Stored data
┄┄┄┄┄┄┄┄┄┄┄┄┄┄┄┄┄┄┄┄

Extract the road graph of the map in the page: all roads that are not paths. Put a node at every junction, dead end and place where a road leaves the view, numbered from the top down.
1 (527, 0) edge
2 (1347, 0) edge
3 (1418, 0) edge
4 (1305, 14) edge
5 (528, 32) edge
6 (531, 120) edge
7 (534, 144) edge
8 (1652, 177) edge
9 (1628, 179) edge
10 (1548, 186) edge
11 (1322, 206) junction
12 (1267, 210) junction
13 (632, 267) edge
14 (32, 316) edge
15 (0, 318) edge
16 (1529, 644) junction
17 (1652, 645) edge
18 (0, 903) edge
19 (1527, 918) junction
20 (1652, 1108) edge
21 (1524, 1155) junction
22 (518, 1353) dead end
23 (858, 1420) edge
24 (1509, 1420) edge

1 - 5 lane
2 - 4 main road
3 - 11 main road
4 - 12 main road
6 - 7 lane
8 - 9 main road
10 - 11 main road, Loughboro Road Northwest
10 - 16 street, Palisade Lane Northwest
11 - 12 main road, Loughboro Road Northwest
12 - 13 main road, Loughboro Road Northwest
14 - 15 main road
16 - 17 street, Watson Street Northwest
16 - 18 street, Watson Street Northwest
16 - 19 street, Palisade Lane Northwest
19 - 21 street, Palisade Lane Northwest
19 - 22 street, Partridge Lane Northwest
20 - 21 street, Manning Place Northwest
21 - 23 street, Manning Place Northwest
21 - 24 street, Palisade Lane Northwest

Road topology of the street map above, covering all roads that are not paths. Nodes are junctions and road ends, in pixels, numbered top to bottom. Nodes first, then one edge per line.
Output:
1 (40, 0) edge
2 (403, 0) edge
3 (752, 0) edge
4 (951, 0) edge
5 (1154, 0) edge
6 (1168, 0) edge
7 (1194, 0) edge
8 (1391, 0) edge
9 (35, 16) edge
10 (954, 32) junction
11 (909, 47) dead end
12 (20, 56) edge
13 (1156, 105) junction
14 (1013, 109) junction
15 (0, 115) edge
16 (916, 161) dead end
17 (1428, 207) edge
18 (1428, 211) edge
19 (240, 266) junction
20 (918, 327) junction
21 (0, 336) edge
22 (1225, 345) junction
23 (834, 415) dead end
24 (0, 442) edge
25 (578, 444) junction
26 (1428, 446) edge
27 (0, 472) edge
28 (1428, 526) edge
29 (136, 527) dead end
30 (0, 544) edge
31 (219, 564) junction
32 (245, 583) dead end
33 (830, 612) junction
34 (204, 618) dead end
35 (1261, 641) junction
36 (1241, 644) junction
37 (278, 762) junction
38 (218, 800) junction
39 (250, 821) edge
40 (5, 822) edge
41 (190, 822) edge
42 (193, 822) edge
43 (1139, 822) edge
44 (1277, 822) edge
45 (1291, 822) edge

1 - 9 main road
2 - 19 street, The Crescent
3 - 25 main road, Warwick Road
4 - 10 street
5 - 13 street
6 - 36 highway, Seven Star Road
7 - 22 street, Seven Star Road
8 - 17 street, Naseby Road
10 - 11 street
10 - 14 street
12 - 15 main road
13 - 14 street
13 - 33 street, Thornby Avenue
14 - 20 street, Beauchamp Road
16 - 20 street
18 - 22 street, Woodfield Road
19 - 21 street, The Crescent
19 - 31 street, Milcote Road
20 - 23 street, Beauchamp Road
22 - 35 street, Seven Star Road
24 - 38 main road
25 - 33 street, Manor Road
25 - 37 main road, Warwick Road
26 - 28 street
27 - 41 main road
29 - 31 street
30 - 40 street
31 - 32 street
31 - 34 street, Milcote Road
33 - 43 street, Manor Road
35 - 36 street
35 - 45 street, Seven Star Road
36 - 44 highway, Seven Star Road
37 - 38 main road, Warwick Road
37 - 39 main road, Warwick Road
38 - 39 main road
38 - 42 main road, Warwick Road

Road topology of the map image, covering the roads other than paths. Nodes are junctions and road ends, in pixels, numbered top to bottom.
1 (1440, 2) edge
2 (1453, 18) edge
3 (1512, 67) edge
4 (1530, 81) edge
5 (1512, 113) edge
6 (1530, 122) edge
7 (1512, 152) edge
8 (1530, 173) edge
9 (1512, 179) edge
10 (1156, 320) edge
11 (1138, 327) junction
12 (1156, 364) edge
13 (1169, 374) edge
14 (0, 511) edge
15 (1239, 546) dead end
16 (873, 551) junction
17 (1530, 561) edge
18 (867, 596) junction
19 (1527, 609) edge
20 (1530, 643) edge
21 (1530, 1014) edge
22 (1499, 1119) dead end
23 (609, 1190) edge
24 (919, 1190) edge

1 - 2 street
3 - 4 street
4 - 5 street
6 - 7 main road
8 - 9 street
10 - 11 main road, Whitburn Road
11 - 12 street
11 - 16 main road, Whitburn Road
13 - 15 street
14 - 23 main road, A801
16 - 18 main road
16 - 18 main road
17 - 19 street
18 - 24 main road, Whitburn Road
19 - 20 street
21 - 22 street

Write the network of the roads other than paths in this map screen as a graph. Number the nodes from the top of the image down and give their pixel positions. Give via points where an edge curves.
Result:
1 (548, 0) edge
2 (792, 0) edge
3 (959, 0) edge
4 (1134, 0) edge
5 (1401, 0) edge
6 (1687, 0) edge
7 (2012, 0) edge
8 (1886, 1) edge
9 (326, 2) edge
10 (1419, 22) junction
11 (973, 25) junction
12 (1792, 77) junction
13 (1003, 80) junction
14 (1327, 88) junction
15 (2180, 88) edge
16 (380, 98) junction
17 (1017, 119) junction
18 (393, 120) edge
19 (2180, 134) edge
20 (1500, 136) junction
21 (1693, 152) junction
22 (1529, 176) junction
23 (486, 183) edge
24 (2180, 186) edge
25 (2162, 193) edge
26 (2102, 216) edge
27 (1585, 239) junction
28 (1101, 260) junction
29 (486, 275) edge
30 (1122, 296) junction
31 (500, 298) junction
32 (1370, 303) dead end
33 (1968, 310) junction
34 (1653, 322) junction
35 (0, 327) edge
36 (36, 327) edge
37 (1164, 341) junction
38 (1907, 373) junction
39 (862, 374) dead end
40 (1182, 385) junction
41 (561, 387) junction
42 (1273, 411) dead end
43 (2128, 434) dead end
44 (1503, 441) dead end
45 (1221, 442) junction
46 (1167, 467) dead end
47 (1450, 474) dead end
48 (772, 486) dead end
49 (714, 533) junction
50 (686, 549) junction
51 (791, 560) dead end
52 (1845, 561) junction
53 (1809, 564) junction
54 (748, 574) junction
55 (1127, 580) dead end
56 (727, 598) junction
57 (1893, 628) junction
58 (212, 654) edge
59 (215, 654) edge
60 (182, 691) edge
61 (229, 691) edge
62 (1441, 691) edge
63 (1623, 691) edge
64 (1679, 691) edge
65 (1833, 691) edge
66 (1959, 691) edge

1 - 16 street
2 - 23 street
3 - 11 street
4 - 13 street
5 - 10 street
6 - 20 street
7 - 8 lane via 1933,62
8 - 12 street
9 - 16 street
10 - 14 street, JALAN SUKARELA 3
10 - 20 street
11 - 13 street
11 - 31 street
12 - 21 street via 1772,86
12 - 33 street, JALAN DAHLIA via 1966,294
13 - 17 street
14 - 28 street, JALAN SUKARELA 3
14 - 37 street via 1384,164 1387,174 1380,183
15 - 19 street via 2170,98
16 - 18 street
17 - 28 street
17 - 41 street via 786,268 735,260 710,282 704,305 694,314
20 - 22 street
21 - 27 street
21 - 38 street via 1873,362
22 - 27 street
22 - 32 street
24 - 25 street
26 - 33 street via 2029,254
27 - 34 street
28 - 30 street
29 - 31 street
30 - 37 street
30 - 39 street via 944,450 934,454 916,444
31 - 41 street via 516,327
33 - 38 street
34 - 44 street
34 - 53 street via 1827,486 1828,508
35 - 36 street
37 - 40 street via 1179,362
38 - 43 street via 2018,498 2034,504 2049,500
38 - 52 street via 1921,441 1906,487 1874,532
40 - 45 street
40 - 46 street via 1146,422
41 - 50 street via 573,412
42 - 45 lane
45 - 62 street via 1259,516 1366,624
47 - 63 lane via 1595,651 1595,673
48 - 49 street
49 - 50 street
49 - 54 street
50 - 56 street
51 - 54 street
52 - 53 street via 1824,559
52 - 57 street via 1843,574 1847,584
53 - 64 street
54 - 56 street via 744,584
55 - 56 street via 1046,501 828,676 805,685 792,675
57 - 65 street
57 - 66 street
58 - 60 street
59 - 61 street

┄┄┄┄┄┄┄┄┄┄┄┄┄┄┄┄┄┄┄┄

Copy out all the lines of the records that include "SUKARELA".

Solution below
10 - 14 street, JALAN SUKARELA 3
14 - 28 street, JALAN SUKARELA 3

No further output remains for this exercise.